If the Nuit Debout’s assembly can be in turns entertaining, touching or ridiculous, it is a useless tool for organizing ourselves in a revolutionary perspective. It’s a practical problem: you just can’t discuss such matters in the same way one takes a ticket and gets in line at the butcher shop. The infinite succession of stopwatched, disconnected speeches all but abolishes the conditions of a constructed conversation. Nobody can say anything intelligent in two minutes. Everybody sees it, but everybody goes along with it. Whatever the “democratic” will of certain organizers or “facilitators”, the decision and voting procedures are generally nothing but a farce. What they parody from “formal democracy” is the powerlessness related to the fact that the decisions, in the end, touche nothing and reache no one [n’engage rien ni personne]. And yet, to sustain the confrontation does require that we make certain decisions – decisions which the general assembly makes de facto impossible. We attend them in the same way we consume The Voice. To elaborate a revolutionary perspective requires that other modes of speaking, sharing and of collective intelligence be deployed in a parallel fashion on site.
Our marches will begin to add up to something when everyone shares not a principled tolerance towards the actions of others, but a common strategic perception of the situation.
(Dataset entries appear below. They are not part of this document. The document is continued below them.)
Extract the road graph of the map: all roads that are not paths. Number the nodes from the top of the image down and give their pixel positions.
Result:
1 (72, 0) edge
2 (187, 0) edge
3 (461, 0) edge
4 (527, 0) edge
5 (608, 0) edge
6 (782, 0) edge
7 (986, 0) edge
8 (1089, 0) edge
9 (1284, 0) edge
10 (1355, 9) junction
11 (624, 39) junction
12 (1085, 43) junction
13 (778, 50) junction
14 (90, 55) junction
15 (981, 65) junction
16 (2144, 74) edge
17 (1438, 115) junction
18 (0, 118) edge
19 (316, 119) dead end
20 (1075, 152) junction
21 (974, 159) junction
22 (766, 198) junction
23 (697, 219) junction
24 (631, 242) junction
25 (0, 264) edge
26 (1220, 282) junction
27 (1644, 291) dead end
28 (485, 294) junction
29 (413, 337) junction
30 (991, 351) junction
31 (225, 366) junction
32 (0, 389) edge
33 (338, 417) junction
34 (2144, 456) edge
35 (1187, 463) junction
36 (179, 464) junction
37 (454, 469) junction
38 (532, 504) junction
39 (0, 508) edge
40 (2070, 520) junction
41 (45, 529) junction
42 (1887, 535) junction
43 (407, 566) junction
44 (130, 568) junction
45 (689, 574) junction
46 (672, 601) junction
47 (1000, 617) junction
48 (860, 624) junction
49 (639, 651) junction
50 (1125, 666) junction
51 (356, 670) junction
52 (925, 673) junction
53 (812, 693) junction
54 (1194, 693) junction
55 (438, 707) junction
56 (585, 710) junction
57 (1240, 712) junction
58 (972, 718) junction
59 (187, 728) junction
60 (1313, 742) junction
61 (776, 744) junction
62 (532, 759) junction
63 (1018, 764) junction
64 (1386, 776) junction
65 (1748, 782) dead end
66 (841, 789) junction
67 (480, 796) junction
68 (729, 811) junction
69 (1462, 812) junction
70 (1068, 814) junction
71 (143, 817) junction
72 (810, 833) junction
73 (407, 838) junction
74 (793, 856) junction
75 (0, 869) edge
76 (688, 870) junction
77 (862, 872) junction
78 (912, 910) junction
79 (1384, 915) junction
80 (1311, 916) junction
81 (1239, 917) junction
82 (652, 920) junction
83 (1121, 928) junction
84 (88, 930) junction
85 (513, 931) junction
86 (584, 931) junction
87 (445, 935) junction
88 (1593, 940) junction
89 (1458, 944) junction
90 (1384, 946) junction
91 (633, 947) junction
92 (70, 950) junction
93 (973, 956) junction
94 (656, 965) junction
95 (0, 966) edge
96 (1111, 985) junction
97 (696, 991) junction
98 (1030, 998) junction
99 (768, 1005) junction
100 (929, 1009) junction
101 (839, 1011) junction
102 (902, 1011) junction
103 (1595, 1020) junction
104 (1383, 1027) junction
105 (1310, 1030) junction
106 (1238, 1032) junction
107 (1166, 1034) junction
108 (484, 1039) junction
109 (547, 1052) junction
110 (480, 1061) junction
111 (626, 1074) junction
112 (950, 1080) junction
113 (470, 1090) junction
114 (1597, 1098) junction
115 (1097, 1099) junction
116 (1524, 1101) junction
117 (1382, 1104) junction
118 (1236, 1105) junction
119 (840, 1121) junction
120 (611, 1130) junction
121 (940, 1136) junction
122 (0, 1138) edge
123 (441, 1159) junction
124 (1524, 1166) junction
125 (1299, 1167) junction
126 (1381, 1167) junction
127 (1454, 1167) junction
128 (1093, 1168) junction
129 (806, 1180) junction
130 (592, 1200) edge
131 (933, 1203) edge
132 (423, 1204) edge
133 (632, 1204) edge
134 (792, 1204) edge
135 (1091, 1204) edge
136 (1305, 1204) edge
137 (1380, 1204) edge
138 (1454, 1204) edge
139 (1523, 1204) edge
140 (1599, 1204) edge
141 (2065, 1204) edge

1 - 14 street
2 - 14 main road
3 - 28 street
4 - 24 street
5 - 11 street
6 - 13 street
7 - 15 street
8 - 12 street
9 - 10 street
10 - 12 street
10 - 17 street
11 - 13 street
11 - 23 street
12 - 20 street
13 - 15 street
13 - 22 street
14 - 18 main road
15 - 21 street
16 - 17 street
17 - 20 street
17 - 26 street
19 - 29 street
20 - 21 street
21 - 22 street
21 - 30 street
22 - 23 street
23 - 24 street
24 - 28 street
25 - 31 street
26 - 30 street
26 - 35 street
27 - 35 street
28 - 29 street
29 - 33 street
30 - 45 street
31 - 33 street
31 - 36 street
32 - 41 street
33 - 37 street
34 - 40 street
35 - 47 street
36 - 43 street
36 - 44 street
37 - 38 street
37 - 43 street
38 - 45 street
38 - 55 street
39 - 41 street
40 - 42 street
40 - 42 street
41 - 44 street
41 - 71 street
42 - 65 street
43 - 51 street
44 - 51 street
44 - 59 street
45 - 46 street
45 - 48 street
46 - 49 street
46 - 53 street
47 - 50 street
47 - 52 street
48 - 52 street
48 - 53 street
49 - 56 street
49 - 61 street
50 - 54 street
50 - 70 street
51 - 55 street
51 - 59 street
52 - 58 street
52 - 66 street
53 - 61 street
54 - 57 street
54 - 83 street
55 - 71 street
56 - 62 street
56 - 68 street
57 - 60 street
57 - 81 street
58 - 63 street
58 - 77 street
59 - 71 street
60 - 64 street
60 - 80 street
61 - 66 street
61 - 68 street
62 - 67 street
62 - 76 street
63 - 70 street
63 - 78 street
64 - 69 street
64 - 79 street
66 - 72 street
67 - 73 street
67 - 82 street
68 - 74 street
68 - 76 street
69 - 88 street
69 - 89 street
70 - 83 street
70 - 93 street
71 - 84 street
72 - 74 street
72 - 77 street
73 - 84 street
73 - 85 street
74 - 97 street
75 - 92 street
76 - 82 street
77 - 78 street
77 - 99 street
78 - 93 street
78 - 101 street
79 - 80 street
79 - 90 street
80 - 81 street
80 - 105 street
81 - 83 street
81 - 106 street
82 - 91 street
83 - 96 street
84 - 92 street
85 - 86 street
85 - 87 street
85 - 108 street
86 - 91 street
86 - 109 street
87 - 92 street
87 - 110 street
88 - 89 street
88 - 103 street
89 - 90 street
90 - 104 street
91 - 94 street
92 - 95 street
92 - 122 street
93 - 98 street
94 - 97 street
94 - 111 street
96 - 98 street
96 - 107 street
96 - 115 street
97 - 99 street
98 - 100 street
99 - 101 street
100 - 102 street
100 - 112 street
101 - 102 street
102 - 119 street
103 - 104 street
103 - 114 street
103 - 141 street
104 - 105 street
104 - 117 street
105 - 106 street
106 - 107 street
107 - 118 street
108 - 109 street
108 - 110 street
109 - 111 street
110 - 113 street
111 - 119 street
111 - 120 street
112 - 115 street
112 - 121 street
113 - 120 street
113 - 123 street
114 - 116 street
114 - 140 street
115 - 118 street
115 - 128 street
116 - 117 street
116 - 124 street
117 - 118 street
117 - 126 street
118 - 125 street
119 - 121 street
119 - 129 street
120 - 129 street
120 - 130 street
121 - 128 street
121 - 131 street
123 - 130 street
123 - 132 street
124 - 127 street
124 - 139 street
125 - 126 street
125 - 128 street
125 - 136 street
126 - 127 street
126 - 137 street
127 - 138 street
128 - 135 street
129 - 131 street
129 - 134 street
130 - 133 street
That is to say, once we perceive all demonstrations as battles we must win by any means necessary; once we are all inclined, not to violence, but to speed, surprise, and being offensive. It is by our attentiveness to the movements and affects that agitate our demonstrations that we will succeed in finding a common ground allowing a true convergence of struggles—at one central point, Place de la République.
There are thousands of non-violent gestures that then come to mind that would help to increase our efficiency in the streets:
March en masse on sidewalks in order to prevent the lateral movements of the CRS from catching the demo in its claws.
Think carefully about the routes of wild demos. Those leading the march, in the heat of the action and improvisation, don’t always choose the best routes. Help them.
Get in the habit of hiding our faces at the right moment: as much to sabotage the identification and surveillance work systematically and massively conducted by the police as to render demonstrators taking part in confrontation indistinguishable from the others.
Confrontations tend not to unfold in silence or on mute. Slogans and chanting express the spirit of the movement. Thus, they have their place in all moments of confrontation. When others are fighting, sing and dance.
Be mobile and do not allow any holes to form in the march when security squads or police attempt to divide it.
Learn to protect ourselves from tear gas so that it’s not just those who came equipped standing in the clouds.
Systematically send back tear gas canisters, or at least keep them away from the cortege.
Stay calm during police charges to avoid brawls. Hold together and don’t back off a hundred times farther than where the police line stops, handing them more free space.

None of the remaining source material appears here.